Task statement: Lines of the records that hold the word "dead" are to be counted; give the number and nothing more.

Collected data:

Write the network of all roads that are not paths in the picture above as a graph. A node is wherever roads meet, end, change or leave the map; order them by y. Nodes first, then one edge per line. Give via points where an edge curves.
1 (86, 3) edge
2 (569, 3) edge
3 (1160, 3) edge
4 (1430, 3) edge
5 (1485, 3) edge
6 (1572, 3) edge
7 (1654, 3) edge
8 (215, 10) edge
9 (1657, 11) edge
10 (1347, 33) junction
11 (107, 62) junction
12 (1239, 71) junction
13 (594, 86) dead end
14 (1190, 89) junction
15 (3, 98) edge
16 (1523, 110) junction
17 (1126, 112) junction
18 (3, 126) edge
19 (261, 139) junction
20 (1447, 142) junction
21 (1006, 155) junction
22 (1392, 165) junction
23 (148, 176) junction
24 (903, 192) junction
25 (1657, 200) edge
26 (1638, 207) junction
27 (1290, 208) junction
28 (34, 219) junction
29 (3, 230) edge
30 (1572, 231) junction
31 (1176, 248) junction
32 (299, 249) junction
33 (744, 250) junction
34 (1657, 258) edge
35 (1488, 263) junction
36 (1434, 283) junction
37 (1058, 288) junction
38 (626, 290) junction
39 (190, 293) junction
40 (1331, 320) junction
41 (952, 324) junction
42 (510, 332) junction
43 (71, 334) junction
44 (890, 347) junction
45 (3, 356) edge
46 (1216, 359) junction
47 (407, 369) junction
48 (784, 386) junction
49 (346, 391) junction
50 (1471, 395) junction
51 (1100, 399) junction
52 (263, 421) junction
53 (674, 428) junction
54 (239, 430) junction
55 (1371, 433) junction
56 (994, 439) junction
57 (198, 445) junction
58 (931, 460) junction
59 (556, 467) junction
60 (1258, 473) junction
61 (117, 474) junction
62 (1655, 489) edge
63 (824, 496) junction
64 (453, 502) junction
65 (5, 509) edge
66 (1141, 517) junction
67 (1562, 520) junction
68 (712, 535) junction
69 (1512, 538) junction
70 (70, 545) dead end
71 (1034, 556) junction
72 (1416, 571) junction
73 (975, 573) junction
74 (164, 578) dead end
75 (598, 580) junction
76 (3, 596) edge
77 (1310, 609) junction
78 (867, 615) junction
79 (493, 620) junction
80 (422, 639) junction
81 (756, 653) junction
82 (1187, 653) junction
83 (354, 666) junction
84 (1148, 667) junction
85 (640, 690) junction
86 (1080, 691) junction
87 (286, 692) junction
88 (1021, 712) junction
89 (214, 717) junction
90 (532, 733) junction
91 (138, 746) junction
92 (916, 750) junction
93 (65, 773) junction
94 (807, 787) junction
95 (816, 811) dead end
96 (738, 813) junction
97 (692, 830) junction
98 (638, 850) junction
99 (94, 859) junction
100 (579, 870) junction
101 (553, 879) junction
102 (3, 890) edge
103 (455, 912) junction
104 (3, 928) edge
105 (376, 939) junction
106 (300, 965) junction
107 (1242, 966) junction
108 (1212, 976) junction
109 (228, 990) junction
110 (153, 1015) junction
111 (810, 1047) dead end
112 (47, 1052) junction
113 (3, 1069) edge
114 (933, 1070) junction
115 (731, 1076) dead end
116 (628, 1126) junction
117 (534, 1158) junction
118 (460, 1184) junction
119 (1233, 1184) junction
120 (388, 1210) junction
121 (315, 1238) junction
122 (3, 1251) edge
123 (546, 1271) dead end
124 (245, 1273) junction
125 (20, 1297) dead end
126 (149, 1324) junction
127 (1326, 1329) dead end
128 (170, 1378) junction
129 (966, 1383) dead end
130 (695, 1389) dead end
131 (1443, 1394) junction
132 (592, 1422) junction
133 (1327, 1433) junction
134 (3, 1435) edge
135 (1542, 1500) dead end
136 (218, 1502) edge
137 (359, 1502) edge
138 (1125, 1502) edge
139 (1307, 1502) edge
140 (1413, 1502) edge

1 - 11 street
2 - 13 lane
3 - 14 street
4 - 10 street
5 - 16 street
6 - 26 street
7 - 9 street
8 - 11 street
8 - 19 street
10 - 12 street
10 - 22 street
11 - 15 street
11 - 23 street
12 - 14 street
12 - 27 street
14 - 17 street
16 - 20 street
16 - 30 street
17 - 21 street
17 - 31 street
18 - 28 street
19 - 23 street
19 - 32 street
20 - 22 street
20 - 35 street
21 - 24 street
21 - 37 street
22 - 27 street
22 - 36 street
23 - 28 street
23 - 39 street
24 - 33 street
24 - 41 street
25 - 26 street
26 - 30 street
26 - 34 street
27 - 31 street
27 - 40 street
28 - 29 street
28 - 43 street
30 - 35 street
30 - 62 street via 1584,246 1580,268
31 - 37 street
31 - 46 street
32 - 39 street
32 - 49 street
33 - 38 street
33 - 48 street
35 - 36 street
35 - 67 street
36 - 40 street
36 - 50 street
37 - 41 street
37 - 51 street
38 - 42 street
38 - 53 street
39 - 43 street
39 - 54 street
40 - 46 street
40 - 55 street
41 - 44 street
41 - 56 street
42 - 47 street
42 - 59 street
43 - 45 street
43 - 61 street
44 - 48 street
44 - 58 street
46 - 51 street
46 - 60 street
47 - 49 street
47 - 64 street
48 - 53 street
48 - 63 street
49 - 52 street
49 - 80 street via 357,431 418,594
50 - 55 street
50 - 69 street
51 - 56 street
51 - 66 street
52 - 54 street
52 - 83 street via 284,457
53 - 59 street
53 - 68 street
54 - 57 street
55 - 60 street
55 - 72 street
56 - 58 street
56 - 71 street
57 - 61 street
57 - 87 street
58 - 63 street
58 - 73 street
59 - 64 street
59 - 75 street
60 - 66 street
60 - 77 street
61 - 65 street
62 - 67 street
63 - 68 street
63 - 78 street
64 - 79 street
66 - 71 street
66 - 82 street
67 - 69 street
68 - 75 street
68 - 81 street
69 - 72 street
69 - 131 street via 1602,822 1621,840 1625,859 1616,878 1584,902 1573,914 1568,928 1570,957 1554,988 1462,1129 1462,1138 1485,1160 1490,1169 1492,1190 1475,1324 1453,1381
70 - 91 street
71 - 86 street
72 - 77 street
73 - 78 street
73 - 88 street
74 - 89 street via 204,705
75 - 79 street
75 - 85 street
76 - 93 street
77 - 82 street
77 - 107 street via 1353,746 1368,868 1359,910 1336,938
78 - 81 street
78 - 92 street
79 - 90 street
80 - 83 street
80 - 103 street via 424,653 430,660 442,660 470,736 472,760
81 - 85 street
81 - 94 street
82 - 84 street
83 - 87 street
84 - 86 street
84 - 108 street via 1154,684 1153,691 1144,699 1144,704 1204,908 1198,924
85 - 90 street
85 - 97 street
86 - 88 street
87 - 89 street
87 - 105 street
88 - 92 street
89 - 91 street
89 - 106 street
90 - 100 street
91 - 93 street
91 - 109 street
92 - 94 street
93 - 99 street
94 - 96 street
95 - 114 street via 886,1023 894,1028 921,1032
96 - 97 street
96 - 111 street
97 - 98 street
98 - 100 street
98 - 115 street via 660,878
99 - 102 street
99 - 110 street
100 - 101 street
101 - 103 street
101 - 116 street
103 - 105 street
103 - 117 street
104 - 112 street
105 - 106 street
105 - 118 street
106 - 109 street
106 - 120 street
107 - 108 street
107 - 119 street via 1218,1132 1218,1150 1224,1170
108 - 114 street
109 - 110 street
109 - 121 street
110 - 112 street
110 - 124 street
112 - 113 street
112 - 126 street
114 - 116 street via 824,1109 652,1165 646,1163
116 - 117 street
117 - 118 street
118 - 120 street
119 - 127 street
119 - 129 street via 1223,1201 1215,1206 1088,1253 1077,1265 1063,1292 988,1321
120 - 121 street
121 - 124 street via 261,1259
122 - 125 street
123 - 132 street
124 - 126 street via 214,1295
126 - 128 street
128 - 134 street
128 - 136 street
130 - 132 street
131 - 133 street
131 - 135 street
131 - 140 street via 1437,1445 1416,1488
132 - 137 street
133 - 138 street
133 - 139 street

Exercise answer: 12